» **Your assignment**: Nothing in the records may be left out; restate them word for word.

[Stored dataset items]
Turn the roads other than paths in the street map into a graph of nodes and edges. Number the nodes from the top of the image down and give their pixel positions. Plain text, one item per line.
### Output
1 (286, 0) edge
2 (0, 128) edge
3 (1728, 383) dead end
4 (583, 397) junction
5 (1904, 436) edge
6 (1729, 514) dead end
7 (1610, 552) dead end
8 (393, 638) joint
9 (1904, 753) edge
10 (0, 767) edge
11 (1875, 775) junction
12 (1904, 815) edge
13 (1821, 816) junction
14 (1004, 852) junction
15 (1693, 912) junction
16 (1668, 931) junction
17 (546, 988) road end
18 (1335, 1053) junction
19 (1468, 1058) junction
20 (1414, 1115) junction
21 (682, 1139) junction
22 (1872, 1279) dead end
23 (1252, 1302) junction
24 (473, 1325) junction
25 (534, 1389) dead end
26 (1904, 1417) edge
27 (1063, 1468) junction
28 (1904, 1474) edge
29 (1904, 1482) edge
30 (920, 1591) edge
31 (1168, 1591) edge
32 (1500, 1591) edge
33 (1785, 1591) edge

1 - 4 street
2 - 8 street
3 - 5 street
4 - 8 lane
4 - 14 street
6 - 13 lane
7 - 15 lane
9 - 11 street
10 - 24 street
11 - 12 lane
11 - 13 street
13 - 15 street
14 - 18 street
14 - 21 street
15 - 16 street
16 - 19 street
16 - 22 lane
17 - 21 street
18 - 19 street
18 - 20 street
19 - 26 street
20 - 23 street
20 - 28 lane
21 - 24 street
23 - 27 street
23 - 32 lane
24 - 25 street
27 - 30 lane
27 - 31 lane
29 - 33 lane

» **Solved exercise**:
Turn the roads other than paths in the street map into a graph of nodes and edges. Number the nodes from the top of the image down and give their pixel positions. Plain text, one item per line.
### Output
1 (286, 0) edge
2 (0, 128) edge
3 (1728, 383) dead end
4 (583, 397) junction
5 (1904, 436) edge
6 (1729, 514) dead end
7 (1610, 552) dead end
8 (393, 638) joint
9 (1904, 753) edge
10 (0, 767) edge
11 (1875, 775) junction
12 (1904, 815) edge
13 (1821, 816) junction
14 (1004, 852) junction
15 (1693, 912) junction
16 (1668, 931) junction
17 (546, 988) road end
18 (1335, 1053) junction
19 (1468, 1058) junction
20 (1414, 1115) junction
21 (682, 1139) junction
22 (1872, 1279) dead end
23 (1252, 1302) junction
24 (473, 1325) junction
25 (534, 1389) dead end
26 (1904, 1417) edge
27 (1063, 1468) junction
28 (1904, 1474) edge
29 (1904, 1482) edge
30 (920, 1591) edge
31 (1168, 1591) edge
32 (1500, 1591) edge
33 (1785, 1591) edge

1 - 4 street
2 - 8 street
3 - 5 street
4 - 8 lane
4 - 14 street
6 - 13 lane
7 - 15 lane
9 - 11 street
10 - 24 street
11 - 12 lane
11 - 13 street
13 - 15 street
14 - 18 street
14 - 21 street
15 - 16 street
16 - 19 street
16 - 22 lane
17 - 21 street
18 - 19 street
18 - 20 street
19 - 26 street
20 - 23 street
20 - 28 lane
21 - 24 street
23 - 27 street
23 - 32 lane
24 - 25 street
27 - 30 lane
27 - 31 lane
29 - 33 lane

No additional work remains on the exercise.